"On normal days, between 360 and 380 die. Now it's around 700," Moscow's health chief, Andrei Seltsovsky, told the Interfax news agency, according to several media reports.
The capital has 1,500 places available in its morgues, and 1,300 of them are now filled, he said, blaming the heat wave and pollutants for the deaths.
Residents were told to stay away from the region's picturesque woodlands until further notice. An explosion at the Mayak plutonium-producing plant there in 1957 (when it was still known as Chelyabinsk) killed hundreds of people and contaminated large areas with radioactive waste.
Russian officials on Friday voiced similar concerns that the fires could stir up contamination from the Chernobyl disaster in 1986, but no further word has been issued. At the same time the Defense Ministry ordered missiles moved from a depot outside Moscow.

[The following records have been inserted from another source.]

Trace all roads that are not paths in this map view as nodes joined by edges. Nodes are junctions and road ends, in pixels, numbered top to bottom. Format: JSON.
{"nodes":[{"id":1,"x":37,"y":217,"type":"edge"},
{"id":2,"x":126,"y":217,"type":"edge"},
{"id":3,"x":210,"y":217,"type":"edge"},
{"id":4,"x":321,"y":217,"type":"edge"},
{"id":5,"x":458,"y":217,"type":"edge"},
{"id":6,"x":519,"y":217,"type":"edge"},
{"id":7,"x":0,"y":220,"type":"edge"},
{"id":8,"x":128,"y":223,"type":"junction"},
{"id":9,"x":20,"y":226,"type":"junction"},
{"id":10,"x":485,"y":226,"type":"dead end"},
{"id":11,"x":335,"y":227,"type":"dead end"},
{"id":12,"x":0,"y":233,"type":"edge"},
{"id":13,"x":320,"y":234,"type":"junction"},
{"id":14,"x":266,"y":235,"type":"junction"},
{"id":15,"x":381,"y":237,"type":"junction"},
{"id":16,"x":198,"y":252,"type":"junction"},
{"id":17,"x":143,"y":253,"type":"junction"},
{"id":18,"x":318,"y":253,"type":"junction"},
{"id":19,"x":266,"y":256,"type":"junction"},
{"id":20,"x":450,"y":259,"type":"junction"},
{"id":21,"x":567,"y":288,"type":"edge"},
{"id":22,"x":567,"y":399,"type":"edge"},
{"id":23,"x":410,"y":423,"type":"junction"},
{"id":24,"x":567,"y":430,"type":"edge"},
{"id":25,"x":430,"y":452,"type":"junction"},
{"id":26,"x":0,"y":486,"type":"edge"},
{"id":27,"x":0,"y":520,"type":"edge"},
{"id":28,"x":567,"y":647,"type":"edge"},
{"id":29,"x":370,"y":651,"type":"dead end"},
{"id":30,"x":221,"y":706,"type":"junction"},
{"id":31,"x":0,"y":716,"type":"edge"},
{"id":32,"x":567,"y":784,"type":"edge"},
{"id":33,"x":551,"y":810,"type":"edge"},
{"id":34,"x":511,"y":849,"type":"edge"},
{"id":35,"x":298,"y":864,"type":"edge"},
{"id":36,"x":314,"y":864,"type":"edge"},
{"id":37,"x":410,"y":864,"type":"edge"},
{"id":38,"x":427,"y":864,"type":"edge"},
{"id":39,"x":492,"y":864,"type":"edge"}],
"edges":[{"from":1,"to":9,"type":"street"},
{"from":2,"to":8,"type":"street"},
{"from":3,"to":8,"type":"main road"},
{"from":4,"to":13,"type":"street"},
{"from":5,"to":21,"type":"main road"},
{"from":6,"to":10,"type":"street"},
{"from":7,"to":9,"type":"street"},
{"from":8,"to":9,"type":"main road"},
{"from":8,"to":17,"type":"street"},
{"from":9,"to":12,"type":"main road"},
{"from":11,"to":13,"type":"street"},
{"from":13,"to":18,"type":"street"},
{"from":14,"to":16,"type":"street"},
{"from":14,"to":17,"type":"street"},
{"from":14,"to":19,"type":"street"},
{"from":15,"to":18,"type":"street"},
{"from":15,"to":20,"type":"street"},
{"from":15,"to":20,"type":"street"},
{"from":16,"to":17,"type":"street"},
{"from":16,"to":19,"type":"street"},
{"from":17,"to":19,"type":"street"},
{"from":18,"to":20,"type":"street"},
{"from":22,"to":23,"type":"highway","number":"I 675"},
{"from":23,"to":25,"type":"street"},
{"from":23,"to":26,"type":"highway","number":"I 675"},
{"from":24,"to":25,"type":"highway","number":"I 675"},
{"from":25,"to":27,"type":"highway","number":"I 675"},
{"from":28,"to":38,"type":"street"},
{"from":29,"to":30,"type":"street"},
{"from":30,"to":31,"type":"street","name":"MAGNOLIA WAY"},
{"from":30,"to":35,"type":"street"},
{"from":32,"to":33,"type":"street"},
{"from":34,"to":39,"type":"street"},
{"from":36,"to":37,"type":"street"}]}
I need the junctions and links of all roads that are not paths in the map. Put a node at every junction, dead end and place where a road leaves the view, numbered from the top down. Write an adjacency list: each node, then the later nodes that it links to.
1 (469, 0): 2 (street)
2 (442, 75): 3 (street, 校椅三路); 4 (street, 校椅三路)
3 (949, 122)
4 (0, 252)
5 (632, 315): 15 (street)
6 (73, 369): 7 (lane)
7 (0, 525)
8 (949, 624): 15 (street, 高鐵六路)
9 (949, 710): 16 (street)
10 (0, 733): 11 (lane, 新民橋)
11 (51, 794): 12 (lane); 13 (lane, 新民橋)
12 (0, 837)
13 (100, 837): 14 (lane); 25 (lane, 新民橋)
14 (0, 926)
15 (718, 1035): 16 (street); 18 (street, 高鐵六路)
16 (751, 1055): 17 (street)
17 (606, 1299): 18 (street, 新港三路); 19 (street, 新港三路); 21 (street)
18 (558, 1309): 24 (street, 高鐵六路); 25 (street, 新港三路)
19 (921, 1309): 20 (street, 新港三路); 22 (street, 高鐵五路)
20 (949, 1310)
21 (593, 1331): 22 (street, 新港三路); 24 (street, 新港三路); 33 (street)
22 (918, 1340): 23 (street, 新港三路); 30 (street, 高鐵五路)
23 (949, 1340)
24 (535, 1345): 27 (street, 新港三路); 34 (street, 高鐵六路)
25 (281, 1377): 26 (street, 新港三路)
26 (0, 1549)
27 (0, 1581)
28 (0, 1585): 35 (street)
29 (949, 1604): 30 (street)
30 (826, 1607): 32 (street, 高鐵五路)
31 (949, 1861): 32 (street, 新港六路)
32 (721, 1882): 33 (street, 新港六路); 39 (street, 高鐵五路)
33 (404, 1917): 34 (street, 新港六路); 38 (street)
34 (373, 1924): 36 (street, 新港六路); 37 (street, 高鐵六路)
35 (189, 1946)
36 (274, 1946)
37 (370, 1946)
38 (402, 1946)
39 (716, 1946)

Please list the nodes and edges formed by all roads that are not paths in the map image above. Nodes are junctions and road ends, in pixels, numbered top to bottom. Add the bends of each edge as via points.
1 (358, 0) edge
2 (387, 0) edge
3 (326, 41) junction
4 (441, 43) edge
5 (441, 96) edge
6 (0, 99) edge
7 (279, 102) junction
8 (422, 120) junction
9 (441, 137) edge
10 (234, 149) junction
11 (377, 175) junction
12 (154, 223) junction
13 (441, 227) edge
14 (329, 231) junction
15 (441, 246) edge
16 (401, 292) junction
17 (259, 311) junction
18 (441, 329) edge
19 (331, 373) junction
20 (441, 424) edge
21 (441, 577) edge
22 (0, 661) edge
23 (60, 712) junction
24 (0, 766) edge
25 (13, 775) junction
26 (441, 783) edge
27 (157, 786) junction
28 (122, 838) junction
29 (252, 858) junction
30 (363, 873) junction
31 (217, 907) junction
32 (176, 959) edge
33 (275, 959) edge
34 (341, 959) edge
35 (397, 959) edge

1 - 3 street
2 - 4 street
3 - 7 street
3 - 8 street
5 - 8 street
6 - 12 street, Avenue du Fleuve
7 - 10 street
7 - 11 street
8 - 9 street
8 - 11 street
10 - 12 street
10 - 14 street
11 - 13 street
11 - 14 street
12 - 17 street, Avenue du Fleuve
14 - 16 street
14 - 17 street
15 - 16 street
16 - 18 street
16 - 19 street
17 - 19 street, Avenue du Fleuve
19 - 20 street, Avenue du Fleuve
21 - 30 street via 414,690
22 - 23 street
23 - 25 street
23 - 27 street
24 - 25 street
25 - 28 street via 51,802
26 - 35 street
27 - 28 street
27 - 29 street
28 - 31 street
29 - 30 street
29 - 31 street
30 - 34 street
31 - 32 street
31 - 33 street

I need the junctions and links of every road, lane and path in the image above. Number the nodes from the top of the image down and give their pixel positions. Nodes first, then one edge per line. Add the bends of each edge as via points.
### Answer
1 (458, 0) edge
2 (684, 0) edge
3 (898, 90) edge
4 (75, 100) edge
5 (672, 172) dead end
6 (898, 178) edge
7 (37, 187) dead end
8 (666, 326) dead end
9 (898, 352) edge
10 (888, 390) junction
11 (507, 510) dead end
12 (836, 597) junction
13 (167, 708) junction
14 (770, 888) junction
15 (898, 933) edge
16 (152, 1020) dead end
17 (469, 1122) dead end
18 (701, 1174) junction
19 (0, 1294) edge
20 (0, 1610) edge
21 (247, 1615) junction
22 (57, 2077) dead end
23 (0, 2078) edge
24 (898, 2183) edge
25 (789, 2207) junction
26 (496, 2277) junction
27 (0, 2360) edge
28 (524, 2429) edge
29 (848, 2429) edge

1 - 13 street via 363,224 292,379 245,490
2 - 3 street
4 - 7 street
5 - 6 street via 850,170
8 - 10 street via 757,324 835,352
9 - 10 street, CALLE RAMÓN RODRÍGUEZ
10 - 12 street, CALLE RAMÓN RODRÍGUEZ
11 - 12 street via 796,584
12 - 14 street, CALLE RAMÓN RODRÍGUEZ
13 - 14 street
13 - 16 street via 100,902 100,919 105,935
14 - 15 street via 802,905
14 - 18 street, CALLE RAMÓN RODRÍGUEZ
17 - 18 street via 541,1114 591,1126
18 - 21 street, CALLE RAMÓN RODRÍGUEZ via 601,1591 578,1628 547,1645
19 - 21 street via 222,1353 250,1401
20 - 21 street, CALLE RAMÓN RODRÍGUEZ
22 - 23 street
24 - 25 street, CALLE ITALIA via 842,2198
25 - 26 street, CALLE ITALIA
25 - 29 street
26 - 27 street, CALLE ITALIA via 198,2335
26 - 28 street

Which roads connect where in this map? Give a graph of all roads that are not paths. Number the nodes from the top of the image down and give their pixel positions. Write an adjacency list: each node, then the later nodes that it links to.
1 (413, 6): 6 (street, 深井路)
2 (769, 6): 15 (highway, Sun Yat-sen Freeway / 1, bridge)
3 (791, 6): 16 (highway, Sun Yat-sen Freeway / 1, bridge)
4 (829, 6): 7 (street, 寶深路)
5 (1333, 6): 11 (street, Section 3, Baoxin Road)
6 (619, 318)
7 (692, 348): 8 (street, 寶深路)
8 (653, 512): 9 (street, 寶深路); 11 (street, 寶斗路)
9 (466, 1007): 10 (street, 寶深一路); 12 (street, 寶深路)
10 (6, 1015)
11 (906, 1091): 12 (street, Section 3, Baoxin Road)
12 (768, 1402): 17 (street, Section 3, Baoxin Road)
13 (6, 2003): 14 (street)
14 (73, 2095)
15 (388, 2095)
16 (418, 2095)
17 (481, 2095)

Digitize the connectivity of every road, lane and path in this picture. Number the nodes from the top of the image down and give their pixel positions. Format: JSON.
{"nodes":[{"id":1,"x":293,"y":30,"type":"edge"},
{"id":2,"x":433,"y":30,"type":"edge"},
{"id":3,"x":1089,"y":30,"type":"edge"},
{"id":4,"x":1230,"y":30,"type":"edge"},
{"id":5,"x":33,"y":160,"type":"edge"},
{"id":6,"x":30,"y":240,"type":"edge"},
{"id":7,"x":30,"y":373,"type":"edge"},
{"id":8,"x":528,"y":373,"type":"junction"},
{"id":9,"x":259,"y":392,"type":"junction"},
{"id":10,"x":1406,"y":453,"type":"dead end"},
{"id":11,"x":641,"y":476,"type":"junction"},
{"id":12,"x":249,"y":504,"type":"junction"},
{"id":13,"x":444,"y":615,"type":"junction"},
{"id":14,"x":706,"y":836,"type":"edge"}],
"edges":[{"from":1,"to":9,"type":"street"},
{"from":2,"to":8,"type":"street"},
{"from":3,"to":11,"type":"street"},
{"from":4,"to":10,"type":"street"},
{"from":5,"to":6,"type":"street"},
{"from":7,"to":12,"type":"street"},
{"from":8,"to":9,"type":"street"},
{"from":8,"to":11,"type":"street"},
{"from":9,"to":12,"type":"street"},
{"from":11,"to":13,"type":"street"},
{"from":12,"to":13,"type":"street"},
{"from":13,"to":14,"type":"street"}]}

Soon after Seltsovsky's announcement, Russian Health Minister Tatyana Golikova said she was "puzzled by the unofficial figures quoted at the briefing" and demanded clarification, the BBC reported.
But as the heat wave continued, the Russian capital was covered for a sixth straight day by smog from nearby peat bog fires, leading more than 104,400 people to flee Moscow by air Sunday, Bloomberg News said. They joined 95,000 people who left Saturday, according to the Federal Air Transportation Agency.
Conditions in the city have reached the point where carbon monoxide and airborne pollutants are at least twice the levels deemed safe.
Today the head of the state weather service, Alexander Frolov, said the heat wave was the worst in 1,000 years of recorded Russian history, with temperatures above 95 degrees forecast for Moscow until Thursday.
A total of 557 wildfires continued to blaze today in Russia, mostly in the west, the emergencies ministry said, 25 of them burning peat bogs, and 10,000 firefighters are backing up soldiers trying to bring the blazes under control. The ministry said the death toll is at least 52.
Public criticism of the government's response to the fires has been high. Reuters reported that a Moscow doctor wrote on a now-deleted Internet blog Sunday that he was hesitant to diagnose people with heat-related illnesses for fear he would be fired.
The doctor, who was not identified, said the refrigerators at his clinic were full of dead bodies, leaving a "rotting stench." Further bodies of people who had died from heatstroke and smoke-induced illnesses were piling up in the basement, he said.